BEGIN Data supplied
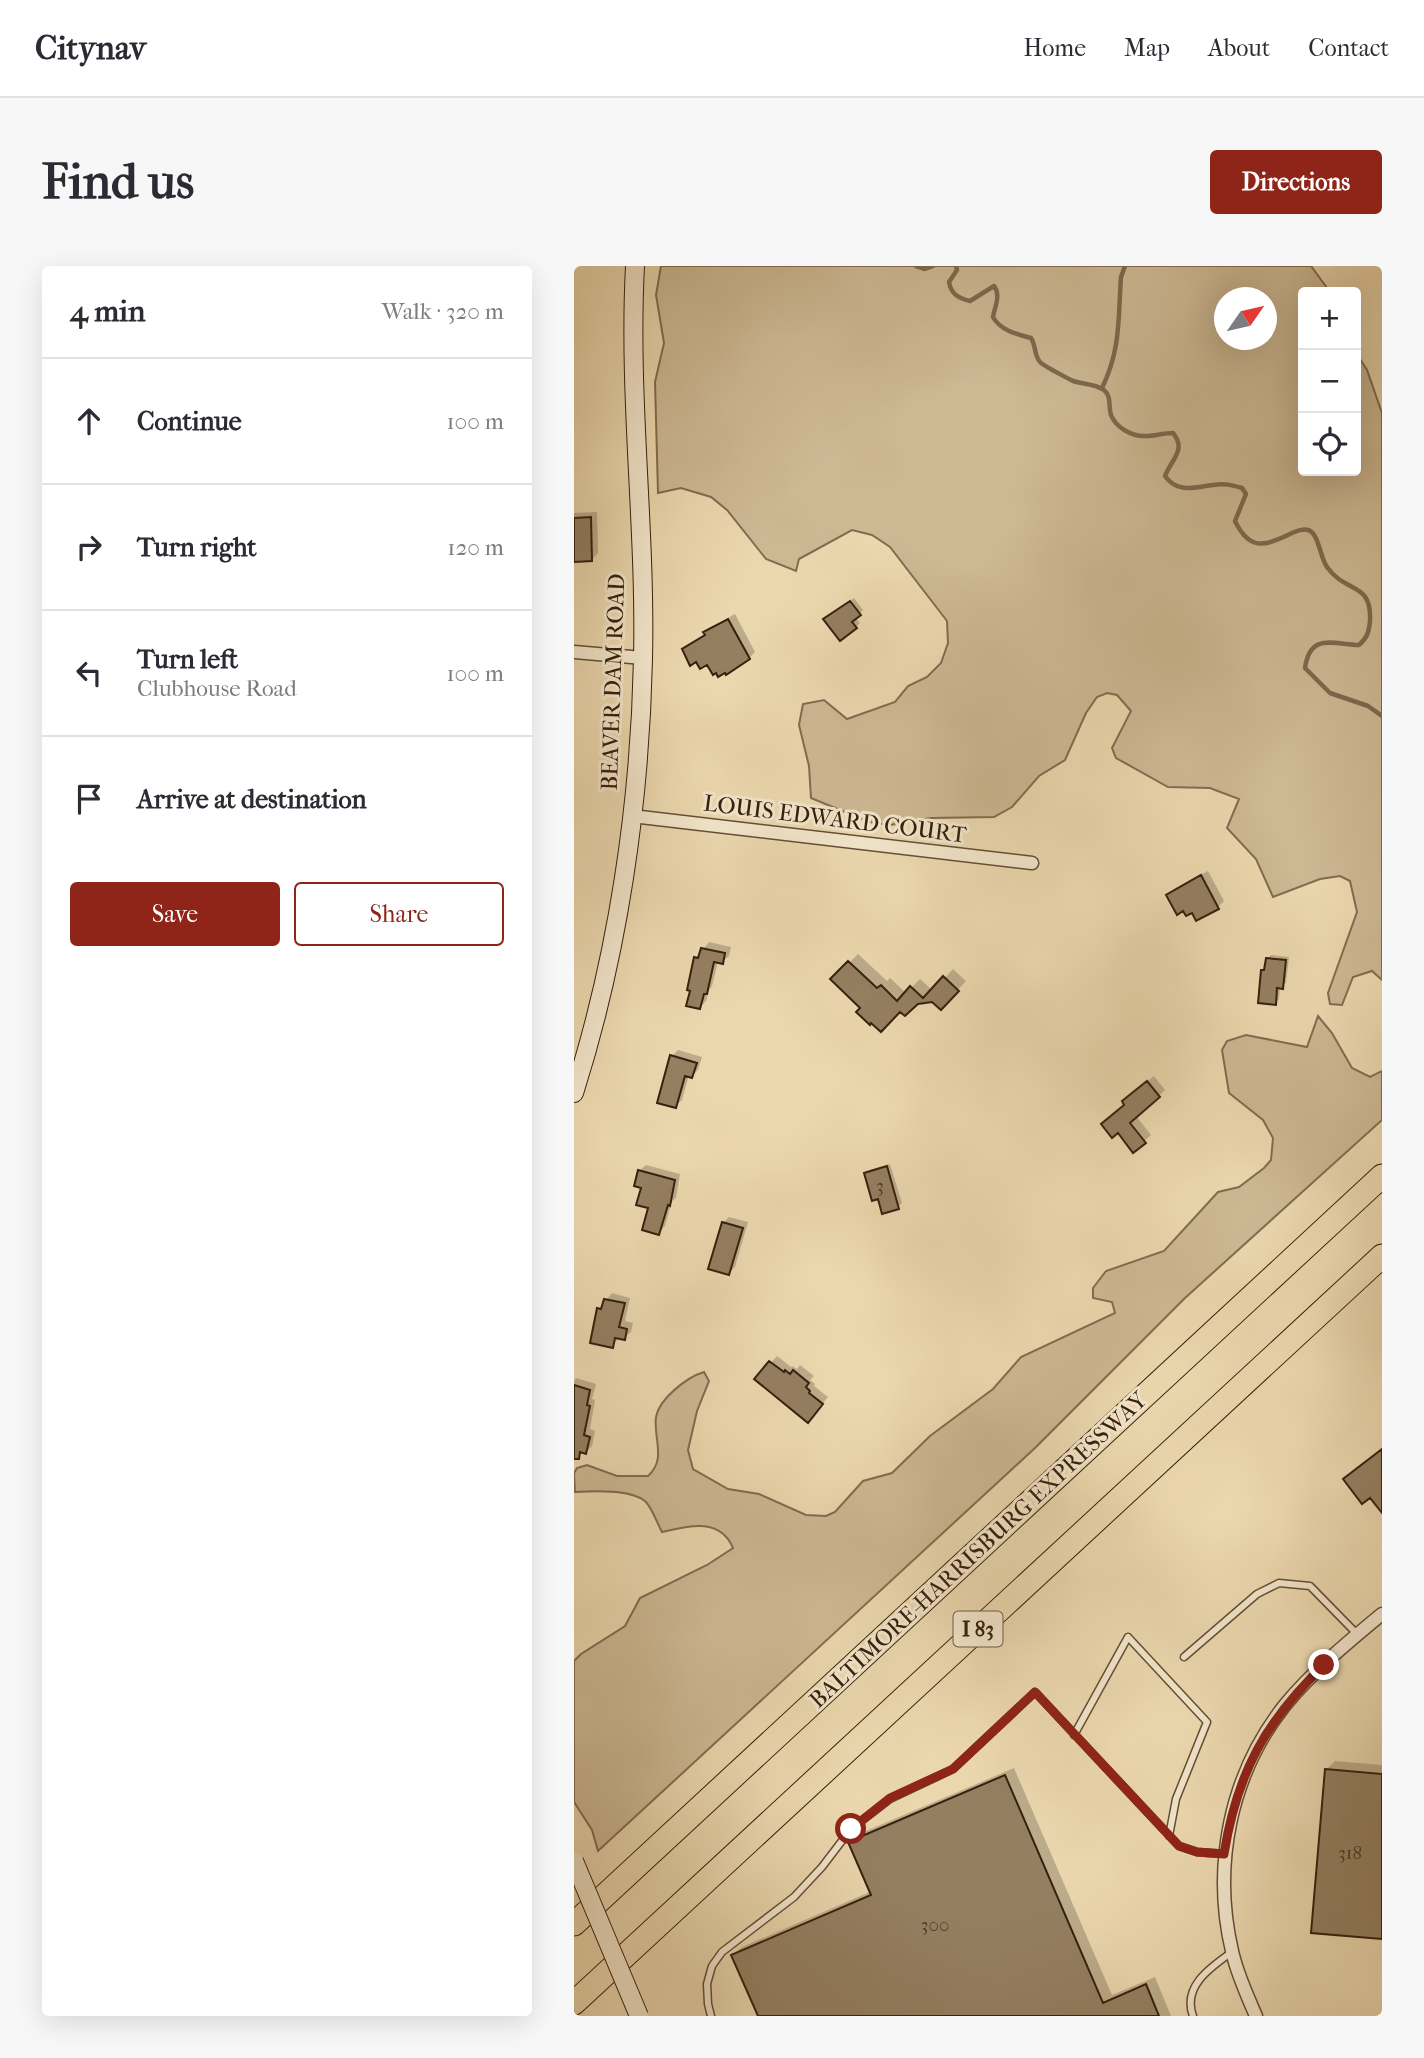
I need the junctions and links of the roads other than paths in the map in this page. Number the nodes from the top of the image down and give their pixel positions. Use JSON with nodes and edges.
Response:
{"nodes":[{"id":1,"x":635,"y":266,"type":"edge"},
{"id":2,"x":574,"y":652,"type":"edge"},
{"id":3,"x":643,"y":658,"type":"junction"},
{"id":4,"x":632,"y":816,"type":"junction"},
{"id":5,"x":1032,"y":863,"type":"dead end"},
{"id":6,"x":574,"y":1093,"type":"edge"},
{"id":7,"x":1382,"y":1176,"type":"edge"},
{"id":8,"x":1382,"y":1256,"type":"edge"},
{"id":9,"x":1382,"y":1615,"type":"edge"},
{"id":10,"x":1358,"y":1635,"type":"junction"},
{"id":11,"x":1184,"y":1657,"type":"dead end"},
{"id":12,"x":1074,"y":1735,"type":"junction"},
{"id":13,"x":1169,"y":1836,"type":"junction"},
{"id":14,"x":1224,"y":1854,"type":"junction"},
{"id":15,"x":574,"y":1861,"type":"edge"},
{"id":16,"x":574,"y":1924,"type":"edge"},
{"id":17,"x":1232,"y":1952,"type":"junction"},
{"id":18,"x":574,"y":2003,"type":"edge"},
{"id":19,"x":639,"y":2016,"type":"edge"},
{"id":20,"x":711,"y":2016,"type":"edge"},
{"id":21,"x":1193,"y":2016,"type":"edge"},
{"id":22,"x":1256,"y":2016,"type":"edge"}],
"edges":[{"from":1,"to":3,"type":"street","name":"BEAVER DAM ROAD"},
{"from":2,"to":3,"type":"street"},
{"from":3,"to":4,"type":"street","name":"BEAVER DAM ROAD"},
{"from":4,"to":5,"type":"street","name":"LOUIS EDWARD COURT"},
{"from":4,"to":6,"type":"street","name":"BEAVER DAM ROAD"},
{"from":7,"to":16,"type":"highway","name":"BALTIMORE-HARRISBURG EXPRESSWAY","number":"I 83"},
{"from":8,"to":18,"type":"highway","number":"I 83"},
{"from":9,"to":10,"type":"street"},
{"from":10,"to":11,"type":"lane"},
{"from":10,"to":14,"type":"street"},
{"from":12,"to":13,"type":"lane"},
{"from":12,"to":13,"type":"lane"},
{"from":12,"to":20,"type":"lane"},
{"from":13,"to":14,"type":"lane"},
{"from":14,"to":17,"type":"street"},
{"from":15,"to":19,"type":"street","bridge":true},
{"from":17,"to":21,"type":"lane"},
{"from":17,"to":22,"type":"street"}]}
END Data supplied
[Aim of the task] The lines of the records that contain the string "BEAVER" should be located and copied.

[Task answer]
"edges":[{"from":1,"to":3,"type":"street","name":"BEAVER DAM ROAD"},
{"from":3,"to":4,"type":"street","name":"BEAVER DAM ROAD"},
{"from":4,"to":6,"type":"street","name":"BEAVER DAM ROAD"},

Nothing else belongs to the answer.